William James Aylward (September 5, 1875 – February 26, 1956) was a war artist for the United States Army during World War I.

Biography
Aylward was born September 5, 1875, in Milwaukee, Wisconsin and developed an early interest in things nautical because his father built and owned Great Lakes ships. Much of the work from his early career reflects that influence. He studied art at the Art Institute of Chicago, at the Art Students' League in New York City, and with several artists in Europe. Like some of the other future official World War I combat artists, he studied with the famous illustrator and teacher, Howard Pyle.
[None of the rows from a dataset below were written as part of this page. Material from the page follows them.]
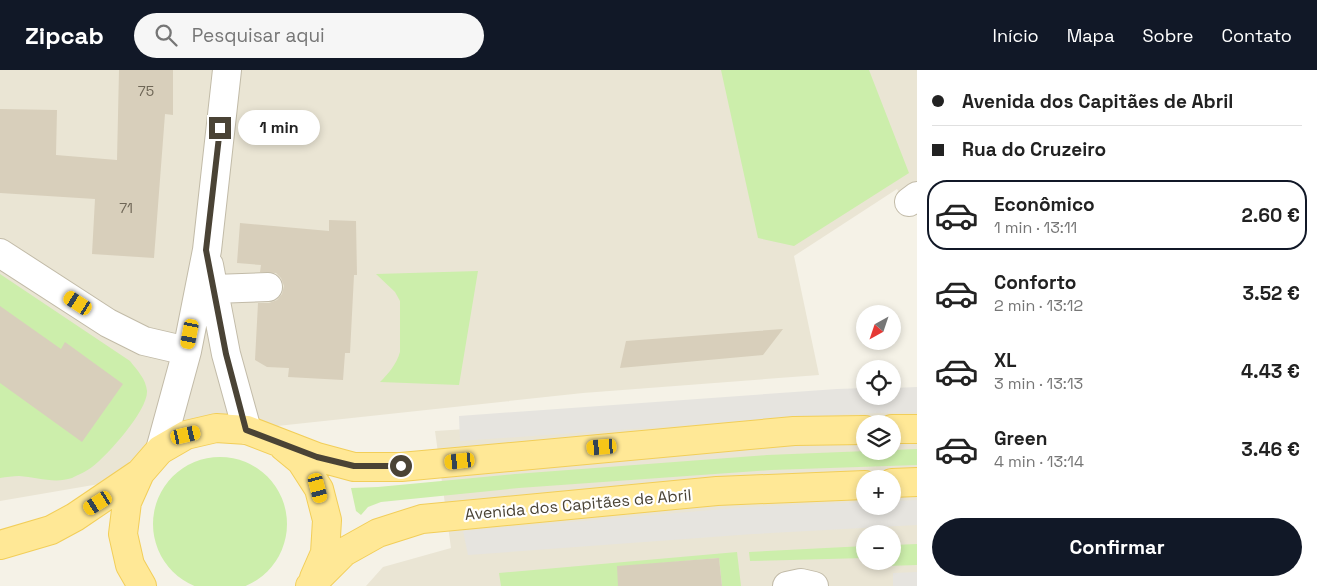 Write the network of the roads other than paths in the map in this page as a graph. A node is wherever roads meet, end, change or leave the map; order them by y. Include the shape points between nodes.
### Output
1 (227, 70) edge
2 (206, 250) junction
3 (0, 253) edge
4 (268, 287) dead end
5 (214, 289) junction
6 (187, 351) junction
7 (901, 429) edge
8 (917, 429) edge
9 (246, 430) junction
10 (856, 430) edge
11 (275, 440) junction
12 (160, 450) junction
13 (140, 473) junction
14 (917, 482) edge
15 (901, 483) edge
16 (856, 484) edge
17 (0, 546) edge
18 (311, 585) edge
19 (142, 586) edge
20 (787, 586) edge
21 (814, 586) edge

1 - 2 street
2 - 5 street
2 - 6 street
3 - 6 street via 108,323 144,341
4 - 5 street
5 - 9 street via 226,354
6 - 12 street
7 - 8 main road
9 - 11 main road, Avenida dos Capitães de Abril
9 - 12 main road, Avenida dos Capitães de Abril via 216,428 186,435
10 - 11 main road, Avenida dos Capitães de Abril via 785,431 401,466 354,466 317,457
11 - 18 main road, Avenida dos Capitães de Abril via 301,461 318,488 327,520 325,553
12 - 13 main road, Avenida dos Capitães de Abril
13 - 17 main road, Avenida dos Capitães de Abril via 98,503 51,530
13 - 19 main road, Avenida dos Capitães de Abril via 127,502 124,534 130,565
14 - 15 main road
16 - 18 main road, Avenida dos Capitães de Abril via 717,491 422,519 378,533 344,552
20 - 21 street via 801,583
Aylward began his professional career by writing and illustrating 18th century marine history for magazines such as Harper's and Scribner's. His artwork also appeared in illustrated editions of Jules Verne's Twenty Thousand Leagues Under the Sea and Jack London's The Sea-Wolf. He combined his interest in the sea and his abilities as an illustrator to produce advertisements featuring nautical themes. In addition to his proficiency as an illustrator, Aylward was an award-winning artist and received a number of prestigious prizes such as the Salmagundi Club's Shaw Purchase Prize and the Philadelphia Color Club's Beck Prize for his work before the war.

During the war Aylward concentrated his efforts on recording the activities of the ports and transportation systems developed to support industrial warfare. Some of his best wartime work was done at the port of Marseilles after the armistice when he had the time to paint in some detail. Following the war, he exhibited at the Paris Salon in 1924 and the National Academy of Design in 1925.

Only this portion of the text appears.